TASK ITEM >>
The whole listing, pictures aside, should be reproduced exactly.

DATA PROVIDED >>
----

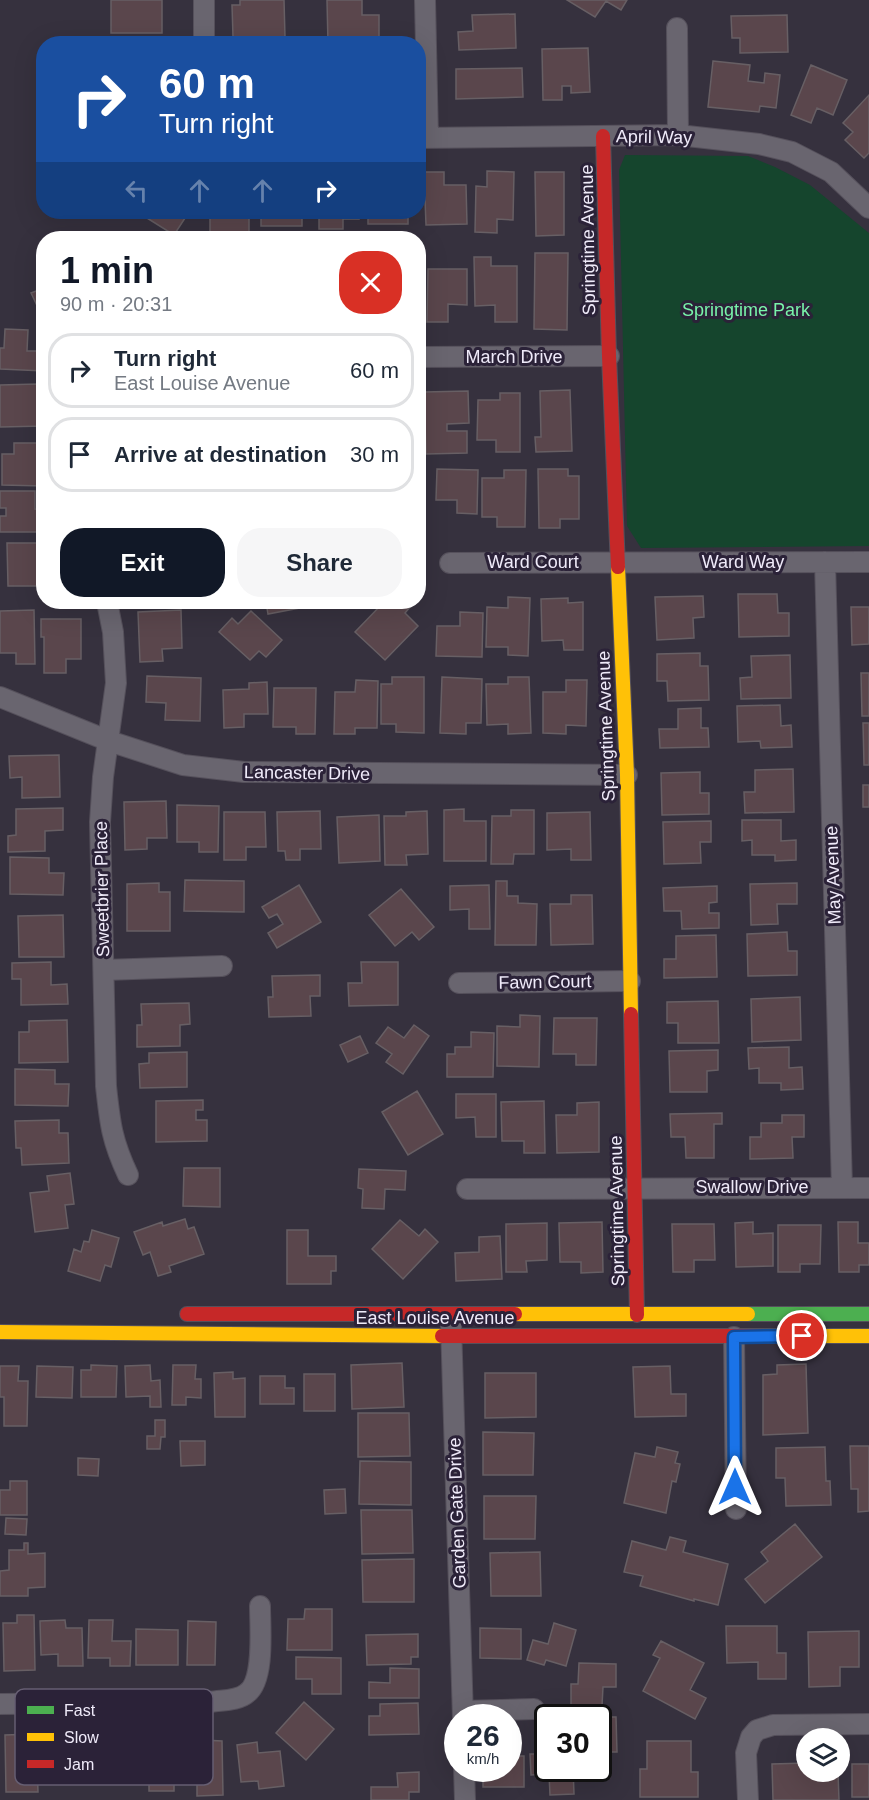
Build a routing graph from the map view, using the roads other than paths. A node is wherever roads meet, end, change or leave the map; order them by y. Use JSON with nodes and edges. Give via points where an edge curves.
{"nodes":[{"id":1,"x":204,"y":0,"type":"edge"},
{"id":2,"x":425,"y":0,"type":"edge"},
{"id":3,"x":677,"y":28,"type":"dead end"},
{"id":4,"x":204,"y":36,"type":"edge"},
{"id":5,"x":424,"y":36,"type":"edge"},
{"id":6,"x":678,"y":135,"type":"junction"},
{"id":7,"x":603,"y":136,"type":"junction"},
{"id":8,"x":426,"y":138,"type":"edge"},
{"id":9,"x":869,"y":208,"type":"edge"},
{"id":10,"x":609,"y":356,"type":"junction"},
{"id":11,"x":426,"y":357,"type":"edge"},
{"id":12,"x":616,"y":562,"type":"junction"},
{"id":13,"x":825,"y":562,"type":"junction"},
{"id":14,"x":869,"y":562,"type":"edge"},
{"id":15,"x":450,"y":563,"type":"dead end"},
{"id":16,"x":108,"y":609,"type":"edge"},
{"id":17,"x":0,"y":696,"type":"edge"},
{"id":18,"x":110,"y":741,"type":"junction"},
{"id":19,"x":627,"y":775,"type":"junction"},
{"id":20,"x":222,"y":966,"type":"dead end"},
{"id":21,"x":104,"y":970,"type":"junction"},
{"id":22,"x":630,"y":981,"type":"junction"},
{"id":23,"x":459,"y":983,"type":"dead end"},
{"id":24,"x":128,"y":1175,"type":"dead end"},
{"id":25,"x":635,"y":1187,"type":"junction"},
{"id":26,"x":842,"y":1188,"type":"junction"},
{"id":27,"x":869,"y":1188,"type":"edge"},
{"id":28,"x":468,"y":1189,"type":"dead end"},
{"id":29,"x":178,"y":1314,"type":"dead end"},
{"id":30,"x":869,"y":1314,"type":"edge"},
{"id":31,"x":451,"y":1315,"type":"junction"},
{"id":32,"x":637,"y":1315,"type":"junction"},
{"id":33,"x":0,"y":1332,"type":"edge"},
{"id":34,"x":452,"y":1336,"type":"junction"},
{"id":35,"x":869,"y":1336,"type":"edge"},
{"id":36,"x":734,"y":1337,"type":"junction"},
{"id":37,"x":736,"y":1509,"type":"dead end"},
{"id":38,"x":260,"y":1606,"type":"dead end"},
{"id":39,"x":213,"y":1702,"type":"edge"},
{"id":40,"x":0,"y":1704,"type":"edge"},
{"id":41,"x":15,"y":1704,"type":"edge"},
{"id":42,"x":463,"y":1704,"type":"edge"},
{"id":43,"x":534,"y":1709,"type":"dead end"},
{"id":44,"x":522,"y":1710,"type":"edge"},
{"id":45,"x":869,"y":1724,"type":"edge"},
{"id":46,"x":464,"y":1782,"type":"edge"},
{"id":47,"x":747,"y":1794,"type":"edge"},
{"id":48,"x":465,"y":1800,"type":"edge"}],
"edges":[{"from":1,"to":4,"type":"street"},
{"from":2,"to":5,"type":"street"},
{"from":3,"to":6,"type":"street"},
{"from":6,"to":7,"type":"street","name":"April Way"},
{"from":6,"to":9,"type":"street","name":"April Way","via":[[759,144],[792,152],[831,172]]},
{"from":7,"to":8,"type":"street","name":"April Way"},
{"from":7,"to":10,"type":"street","name":"Springtime Avenue"},
{"from":10,"to":11,"type":"street","name":"March Drive"},
{"from":10,"to":12,"type":"street","name":"Springtime Avenue"},
{"from":12,"to":13,"type":"street","name":"Ward Way"},
{"from":12,"to":15,"type":"street","name":"Ward Court"},
{"from":12,"to":19,"type":"street","name":"Springtime Avenue"},
{"from":13,"to":14,"type":"street","name":"Ward Way"},
{"from":13,"to":26,"type":"street","name":"May Avenue"},
{"from":16,"to":18,"type":"street","name":"Sweetbrier Place","via":[[116,683]]},
{"from":17,"to":18,"type":"street","name":"Lancaster Drive"},
{"from":18,"to":19,"type":"street","name":"Lancaster Drive","via":[[183,765],[244,772]]},
{"from":18,"to":21,"type":"street","name":"Sweetbrier Place","via":[[100,822]]},
{"from":19,"to":22,"type":"street","name":"Springtime Avenue"},
{"from":20,"to":21,"type":"street"},
{"from":21,"to":24,"type":"street","name":"Sweetbrier Place","via":[[110,1127]]},
{"from":22,"to":23,"type":"street","name":"Fawn Court"},
{"from":22,"to":25,"type":"street","name":"Springtime Avenue"},
{"from":25,"to":26,"type":"street","name":"Swallow Drive"},
{"from":25,"to":28,"type":"street","name":"Swallow Drive"},
{"from":25,"to":32,"type":"street","name":"Springtime Avenue"},
{"from":26,"to":27,"type":"street","name":"Swallow Drive"},
{"from":29,"to":31,"type":"street","name":"East Louise Avenue"},
{"from":30,"to":32,"type":"street","name":"East Louise Avenue"},
{"from":31,"to":32,"type":"street","name":"East Louise Avenue"},
{"from":31,"to":34,"type":"street","name":"Garden Gate Drive"},
{"from":33,"to":34,"type":"street","name":"East Louise Avenue"},
{"from":34,"to":36,"type":"street","name":"East Louise Avenue"},
{"from":34,"to":42,"type":"street","name":"Garden Gate Drive"},
{"from":35,"to":36,"type":"street","name":"East Louise Avenue"},
{"from":36,"to":37,"type":"street"},
{"from":38,"to":39,"type":"street","via":[[259,1667],[254,1686],[239,1698]]},
{"from":40,"to":41,"type":"street"},
{"from":43,"to":44,"type":"street","name":"Garden Gate Drive"},
{"from":45,"to":47,"type":"street","via":[[773,1725],[757,1730],[746,1753]]},
{"from":46,"to":48,"type":"street"}]}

----

RESULT OF THIS EXERCISE >>
Build a routing graph from the map view, using the roads other than paths. A node is wherever roads meet, end, change or leave the map; order them by y. Use JSON with nodes and edges. Give via points where an edge curves.
{"nodes":[{"id":1,"x":204,"y":0,"type":"edge"},
{"id":2,"x":425,"y":0,"type":"edge"},
{"id":3,"x":677,"y":28,"type":"dead end"},
{"id":4,"x":204,"y":36,"type":"edge"},
{"id":5,"x":424,"y":36,"type":"edge"},
{"id":6,"x":678,"y":135,"type":"junction"},
{"id":7,"x":603,"y":136,"type":"junction"},
{"id":8,"x":426,"y":138,"type":"edge"},
{"id":9,"x":869,"y":208,"type":"edge"},
{"id":10,"x":609,"y":356,"type":"junction"},
{"id":11,"x":426,"y":357,"type":"edge"},
{"id":12,"x":616,"y":562,"type":"junction"},
{"id":13,"x":825,"y":562,"type":"junction"},
{"id":14,"x":869,"y":562,"type":"edge"},
{"id":15,"x":450,"y":563,"type":"dead end"},
{"id":16,"x":108,"y":609,"type":"edge"},
{"id":17,"x":0,"y":696,"type":"edge"},
{"id":18,"x":110,"y":741,"type":"junction"},
{"id":19,"x":627,"y":775,"type":"junction"},
{"id":20,"x":222,"y":966,"type":"dead end"},
{"id":21,"x":104,"y":970,"type":"junction"},
{"id":22,"x":630,"y":981,"type":"junction"},
{"id":23,"x":459,"y":983,"type":"dead end"},
{"id":24,"x":128,"y":1175,"type":"dead end"},
{"id":25,"x":635,"y":1187,"type":"junction"},
{"id":26,"x":842,"y":1188,"type":"junction"},
{"id":27,"x":869,"y":1188,"type":"edge"},
{"id":28,"x":468,"y":1189,"type":"dead end"},
{"id":29,"x":178,"y":1314,"type":"dead end"},
{"id":30,"x":869,"y":1314,"type":"edge"},
{"id":31,"x":451,"y":1315,"type":"junction"},
{"id":32,"x":637,"y":1315,"type":"junction"},
{"id":33,"x":0,"y":1332,"type":"edge"},
{"id":34,"x":452,"y":1336,"type":"junction"},
{"id":35,"x":869,"y":1336,"type":"edge"},
{"id":36,"x":734,"y":1337,"type":"junction"},
{"id":37,"x":736,"y":1509,"type":"dead end"},
{"id":38,"x":260,"y":1606,"type":"dead end"},
{"id":39,"x":213,"y":1702,"type":"edge"},
{"id":40,"x":0,"y":1704,"type":"edge"},
{"id":41,"x":15,"y":1704,"type":"edge"},
{"id":42,"x":463,"y":1704,"type":"edge"},
{"id":43,"x":534,"y":1709,"type":"dead end"},
{"id":44,"x":522,"y":1710,"type":"edge"},
{"id":45,"x":869,"y":1724,"type":"edge"},
{"id":46,"x":464,"y":1782,"type":"edge"},
{"id":47,"x":747,"y":1794,"type":"edge"},
{"id":48,"x":465,"y":1800,"type":"edge"}],
"edges":[{"from":1,"to":4,"type":"street"},
{"from":2,"to":5,"type":"street"},
{"from":3,"to":6,"type":"street"},
{"from":6,"to":7,"type":"street","name":"April Way"},
{"from":6,"to":9,"type":"street","name":"April Way","via":[[759,144],[792,152],[831,172]]},
{"from":7,"to":8,"type":"street","name":"April Way"},
{"from":7,"to":10,"type":"street","name":"Springtime Avenue"},
{"from":10,"to":11,"type":"street","name":"March Drive"},
{"from":10,"to":12,"type":"street","name":"Springtime Avenue"},
{"from":12,"to":13,"type":"street","name":"Ward Way"},
{"from":12,"to":15,"type":"street","name":"Ward Court"},
{"from":12,"to":19,"type":"street","name":"Springtime Avenue"},
{"from":13,"to":14,"type":"street","name":"Ward Way"},
{"from":13,"to":26,"type":"street","name":"May Avenue"},
{"from":16,"to":18,"type":"street","name":"Sweetbrier Place","via":[[116,683]]},
{"from":17,"to":18,"type":"street","name":"Lancaster Drive"},
{"from":18,"to":19,"type":"street","name":"Lancaster Drive","via":[[183,765],[244,772]]},
{"from":18,"to":21,"type":"street","name":"Sweetbrier Place","via":[[100,822]]},
{"from":19,"to":22,"type":"street","name":"Springtime Avenue"},
{"from":20,"to":21,"type":"street"},
{"from":21,"to":24,"type":"street","name":"Sweetbrier Place","via":[[110,1127]]},
{"from":22,"to":23,"type":"street","name":"Fawn Court"},
{"from":22,"to":25,"type":"street","name":"Springtime Avenue"},
{"from":25,"to":26,"type":"street","name":"Swallow Drive"},
{"from":25,"to":28,"type":"street","name":"Swallow Drive"},
{"from":25,"to":32,"type":"street","name":"Springtime Avenue"},
{"from":26,"to":27,"type":"street","name":"Swallow Drive"},
{"from":29,"to":31,"type":"street","name":"East Louise Avenue"},
{"from":30,"to":32,"type":"street","name":"East Louise Avenue"},
{"from":31,"to":32,"type":"street","name":"East Louise Avenue"},
{"from":31,"to":34,"type":"street","name":"Garden Gate Drive"},
{"from":33,"to":34,"type":"street","name":"East Louise Avenue"},
{"from":34,"to":36,"type":"street","name":"East Louise Avenue"},
{"from":34,"to":42,"type":"street","name":"Garden Gate Drive"},
{"from":35,"to":36,"type":"street","name":"East Louise Avenue"},
{"from":36,"to":37,"type":"street"},
{"from":38,"to":39,"type":"street","via":[[259,1667],[254,1686],[239,1698]]},
{"from":40,"to":41,"type":"street"},
{"from":43,"to":44,"type":"street","name":"Garden Gate Drive"},
{"from":45,"to":47,"type":"street","via":[[773,1725],[757,1730],[746,1753]]},
{"from":46,"to":48,"type":"street"}]}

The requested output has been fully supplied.